Effects of a novel prostaglandin, 8-epi-PGF2 alpha, in rabbit lung in situ

Abstract

We determined the effects of 8-epiprostaglandin (PG) F2 alpha, a noncyclooxygenase free radical-catalyzed product of arachidonic acid, on pulmonary vascular tone, its potency, and its mechanism of action. 8-Epi-PGF2 alpha (0.5-20 micrograms) was injected into the pulmonary artery (PA) catheter of 10 rabbits whose lungs were perfused in situ with Krebs-Henseleit buffer solution with 3% bovine serum albumin. PA pressure increased from a baseline of 13.5 +/- 0.6 to 25.6 +/- 2.0 cmH2O with 20 micrograms 8-epi-PGF2 alpha. 8-Epi-PGF2 alpha caused a rapid rise in PA pressure followed by a gradual decline over 40-60 min to baseline levels. Double vascular occlusion revealed a twofold increase in arterial resistance at peak rise in PA pressure.

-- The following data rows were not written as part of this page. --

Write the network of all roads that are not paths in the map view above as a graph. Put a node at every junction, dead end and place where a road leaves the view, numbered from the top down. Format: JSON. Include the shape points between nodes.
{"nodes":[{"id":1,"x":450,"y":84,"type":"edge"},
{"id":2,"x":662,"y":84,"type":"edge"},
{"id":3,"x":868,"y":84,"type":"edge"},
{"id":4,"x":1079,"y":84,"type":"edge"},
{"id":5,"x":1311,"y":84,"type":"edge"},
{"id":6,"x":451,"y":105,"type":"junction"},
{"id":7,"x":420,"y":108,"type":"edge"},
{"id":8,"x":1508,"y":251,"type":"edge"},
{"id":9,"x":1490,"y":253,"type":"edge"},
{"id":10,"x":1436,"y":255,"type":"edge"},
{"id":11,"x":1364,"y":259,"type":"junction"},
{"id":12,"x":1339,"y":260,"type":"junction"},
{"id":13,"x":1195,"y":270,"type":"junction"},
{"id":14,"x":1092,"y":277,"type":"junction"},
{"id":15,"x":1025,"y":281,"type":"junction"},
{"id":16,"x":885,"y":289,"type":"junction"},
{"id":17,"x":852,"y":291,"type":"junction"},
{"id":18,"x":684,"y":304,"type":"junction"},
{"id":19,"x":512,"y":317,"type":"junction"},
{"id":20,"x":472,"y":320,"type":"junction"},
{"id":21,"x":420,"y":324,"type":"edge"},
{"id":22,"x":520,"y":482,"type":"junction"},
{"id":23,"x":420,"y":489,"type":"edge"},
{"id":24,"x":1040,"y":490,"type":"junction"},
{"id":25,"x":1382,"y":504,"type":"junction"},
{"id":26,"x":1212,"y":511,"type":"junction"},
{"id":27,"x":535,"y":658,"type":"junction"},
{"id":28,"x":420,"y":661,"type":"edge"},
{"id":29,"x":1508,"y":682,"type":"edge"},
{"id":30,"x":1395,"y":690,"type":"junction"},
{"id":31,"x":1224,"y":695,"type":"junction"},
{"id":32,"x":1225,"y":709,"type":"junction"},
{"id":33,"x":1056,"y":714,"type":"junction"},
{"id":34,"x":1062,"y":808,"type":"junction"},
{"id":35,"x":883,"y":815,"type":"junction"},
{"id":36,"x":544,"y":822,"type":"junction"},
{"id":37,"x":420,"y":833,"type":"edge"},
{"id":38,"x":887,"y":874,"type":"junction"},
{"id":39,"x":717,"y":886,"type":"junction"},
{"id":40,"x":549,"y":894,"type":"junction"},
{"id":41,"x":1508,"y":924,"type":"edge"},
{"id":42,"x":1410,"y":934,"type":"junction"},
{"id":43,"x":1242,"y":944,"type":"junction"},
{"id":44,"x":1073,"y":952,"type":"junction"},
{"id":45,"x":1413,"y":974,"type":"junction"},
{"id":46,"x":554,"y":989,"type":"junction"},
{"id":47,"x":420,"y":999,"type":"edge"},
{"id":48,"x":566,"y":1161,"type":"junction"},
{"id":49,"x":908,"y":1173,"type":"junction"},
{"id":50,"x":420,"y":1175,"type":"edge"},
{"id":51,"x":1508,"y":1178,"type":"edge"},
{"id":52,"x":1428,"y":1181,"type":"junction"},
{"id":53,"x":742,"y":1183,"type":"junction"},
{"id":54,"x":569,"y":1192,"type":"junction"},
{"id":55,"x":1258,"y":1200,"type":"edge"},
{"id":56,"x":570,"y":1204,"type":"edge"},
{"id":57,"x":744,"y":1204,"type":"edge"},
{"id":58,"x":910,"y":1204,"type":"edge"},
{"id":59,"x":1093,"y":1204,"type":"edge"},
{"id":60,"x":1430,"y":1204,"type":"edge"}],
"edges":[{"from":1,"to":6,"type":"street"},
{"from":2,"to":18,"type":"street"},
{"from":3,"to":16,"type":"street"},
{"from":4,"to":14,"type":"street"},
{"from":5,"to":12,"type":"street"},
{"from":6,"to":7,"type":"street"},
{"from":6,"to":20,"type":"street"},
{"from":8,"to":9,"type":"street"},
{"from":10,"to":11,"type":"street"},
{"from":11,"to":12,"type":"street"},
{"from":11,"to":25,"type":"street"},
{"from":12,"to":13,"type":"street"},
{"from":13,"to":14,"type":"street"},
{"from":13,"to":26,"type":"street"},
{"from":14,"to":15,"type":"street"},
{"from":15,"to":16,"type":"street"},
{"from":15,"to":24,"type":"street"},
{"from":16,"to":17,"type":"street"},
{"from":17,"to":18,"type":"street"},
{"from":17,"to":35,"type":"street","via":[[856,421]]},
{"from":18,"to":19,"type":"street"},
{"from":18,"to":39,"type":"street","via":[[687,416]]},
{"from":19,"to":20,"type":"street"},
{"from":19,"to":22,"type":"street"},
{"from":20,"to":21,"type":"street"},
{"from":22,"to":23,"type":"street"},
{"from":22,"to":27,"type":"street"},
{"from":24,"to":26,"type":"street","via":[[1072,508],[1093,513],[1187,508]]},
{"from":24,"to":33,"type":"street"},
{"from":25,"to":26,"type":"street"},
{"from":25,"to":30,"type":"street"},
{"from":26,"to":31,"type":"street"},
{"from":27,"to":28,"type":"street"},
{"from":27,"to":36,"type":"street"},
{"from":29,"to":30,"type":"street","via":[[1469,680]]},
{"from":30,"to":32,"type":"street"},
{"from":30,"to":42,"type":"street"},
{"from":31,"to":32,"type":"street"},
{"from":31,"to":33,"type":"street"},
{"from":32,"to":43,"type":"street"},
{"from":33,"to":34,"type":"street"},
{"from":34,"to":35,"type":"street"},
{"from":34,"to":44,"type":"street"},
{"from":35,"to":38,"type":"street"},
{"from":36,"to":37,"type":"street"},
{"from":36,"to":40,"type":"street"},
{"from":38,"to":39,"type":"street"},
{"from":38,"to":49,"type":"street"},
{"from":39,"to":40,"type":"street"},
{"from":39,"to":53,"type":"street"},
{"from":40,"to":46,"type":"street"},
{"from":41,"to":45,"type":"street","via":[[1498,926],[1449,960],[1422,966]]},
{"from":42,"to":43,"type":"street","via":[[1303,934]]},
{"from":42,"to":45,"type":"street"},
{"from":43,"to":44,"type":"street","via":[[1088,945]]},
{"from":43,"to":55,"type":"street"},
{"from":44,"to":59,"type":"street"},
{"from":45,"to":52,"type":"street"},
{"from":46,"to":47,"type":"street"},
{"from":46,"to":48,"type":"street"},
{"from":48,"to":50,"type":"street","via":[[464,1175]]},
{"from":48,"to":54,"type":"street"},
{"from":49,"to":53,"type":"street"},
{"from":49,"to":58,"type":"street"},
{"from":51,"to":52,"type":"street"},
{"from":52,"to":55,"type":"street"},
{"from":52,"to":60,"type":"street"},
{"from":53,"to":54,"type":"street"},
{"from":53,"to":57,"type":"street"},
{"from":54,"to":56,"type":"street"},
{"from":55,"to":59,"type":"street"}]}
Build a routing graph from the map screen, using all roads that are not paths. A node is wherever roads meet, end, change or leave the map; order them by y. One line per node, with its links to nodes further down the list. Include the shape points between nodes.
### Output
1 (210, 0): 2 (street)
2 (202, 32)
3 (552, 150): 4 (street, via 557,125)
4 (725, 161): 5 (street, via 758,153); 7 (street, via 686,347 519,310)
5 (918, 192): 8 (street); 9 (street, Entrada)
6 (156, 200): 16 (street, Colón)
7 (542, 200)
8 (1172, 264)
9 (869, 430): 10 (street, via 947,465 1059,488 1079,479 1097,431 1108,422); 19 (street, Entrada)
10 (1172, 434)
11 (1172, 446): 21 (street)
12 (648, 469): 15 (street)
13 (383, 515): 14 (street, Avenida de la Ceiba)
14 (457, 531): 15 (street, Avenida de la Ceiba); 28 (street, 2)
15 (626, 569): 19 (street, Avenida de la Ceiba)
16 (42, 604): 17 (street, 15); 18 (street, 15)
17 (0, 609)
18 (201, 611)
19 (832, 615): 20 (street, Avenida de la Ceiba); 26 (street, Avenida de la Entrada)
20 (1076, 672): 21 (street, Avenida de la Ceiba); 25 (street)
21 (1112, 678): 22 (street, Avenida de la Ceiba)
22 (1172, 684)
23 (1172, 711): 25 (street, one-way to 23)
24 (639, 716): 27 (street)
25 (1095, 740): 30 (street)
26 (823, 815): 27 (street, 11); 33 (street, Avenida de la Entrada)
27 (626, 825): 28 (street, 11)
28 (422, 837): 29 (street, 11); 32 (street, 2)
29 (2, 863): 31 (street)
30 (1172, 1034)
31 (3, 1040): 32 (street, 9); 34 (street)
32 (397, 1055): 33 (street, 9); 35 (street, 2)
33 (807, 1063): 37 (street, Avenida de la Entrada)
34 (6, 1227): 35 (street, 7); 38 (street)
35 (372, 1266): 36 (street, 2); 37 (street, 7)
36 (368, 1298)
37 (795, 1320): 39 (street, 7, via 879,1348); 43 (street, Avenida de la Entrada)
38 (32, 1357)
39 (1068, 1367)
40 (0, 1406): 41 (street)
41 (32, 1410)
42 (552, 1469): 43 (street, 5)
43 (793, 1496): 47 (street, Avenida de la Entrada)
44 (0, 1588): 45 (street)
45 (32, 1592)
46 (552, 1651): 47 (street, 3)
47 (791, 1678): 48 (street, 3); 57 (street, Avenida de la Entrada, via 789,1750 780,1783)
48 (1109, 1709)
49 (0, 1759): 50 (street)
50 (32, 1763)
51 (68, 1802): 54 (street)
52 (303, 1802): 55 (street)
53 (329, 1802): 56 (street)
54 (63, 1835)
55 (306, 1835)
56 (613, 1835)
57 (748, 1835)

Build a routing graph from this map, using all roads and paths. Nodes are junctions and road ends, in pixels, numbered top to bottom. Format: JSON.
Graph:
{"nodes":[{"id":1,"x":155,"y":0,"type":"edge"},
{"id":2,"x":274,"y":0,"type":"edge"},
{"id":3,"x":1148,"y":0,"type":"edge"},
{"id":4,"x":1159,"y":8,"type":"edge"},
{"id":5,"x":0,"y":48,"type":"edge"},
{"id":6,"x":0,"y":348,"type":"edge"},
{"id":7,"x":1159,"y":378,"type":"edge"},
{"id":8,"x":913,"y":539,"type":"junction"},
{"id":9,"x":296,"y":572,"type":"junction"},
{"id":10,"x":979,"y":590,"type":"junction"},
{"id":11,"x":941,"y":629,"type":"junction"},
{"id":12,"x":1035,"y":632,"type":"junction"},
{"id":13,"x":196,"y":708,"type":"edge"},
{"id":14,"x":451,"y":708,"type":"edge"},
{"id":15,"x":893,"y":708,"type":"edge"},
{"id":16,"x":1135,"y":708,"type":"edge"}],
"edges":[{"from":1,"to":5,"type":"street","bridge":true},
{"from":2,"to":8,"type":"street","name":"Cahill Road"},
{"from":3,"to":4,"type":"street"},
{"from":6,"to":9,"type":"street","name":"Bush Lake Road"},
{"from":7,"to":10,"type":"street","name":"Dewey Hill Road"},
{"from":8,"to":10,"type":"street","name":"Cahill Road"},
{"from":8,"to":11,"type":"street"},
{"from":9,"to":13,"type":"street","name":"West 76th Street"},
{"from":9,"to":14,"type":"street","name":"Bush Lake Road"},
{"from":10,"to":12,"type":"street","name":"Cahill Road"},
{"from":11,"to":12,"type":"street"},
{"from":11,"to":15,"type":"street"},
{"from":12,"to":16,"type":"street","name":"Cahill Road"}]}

The rise in PA pressure with 20 micrograms 8-epi-PGF2 alpha was fivefold greater than with 20 micrograms of the cyclooxygenase-derived prostaglandin PGF2 alpha. The PA pressure response to 8-epi-PGF2 alpha was not altered by either cyclooxygenase block-ade with 150 microM meclofenamate or alpha-receptor blockade with 70 microM phentolamine, but was fully prevented by 40 microM SQ 29548, a thromboxane receptor antagonist. We conclude that in rabbits 8-epi-PGF2 alpha is a potent vasoconstrictor of the pulmonary vasculature, which appears to be due to the activation of SQ 29548-responsive thromboxane receptors.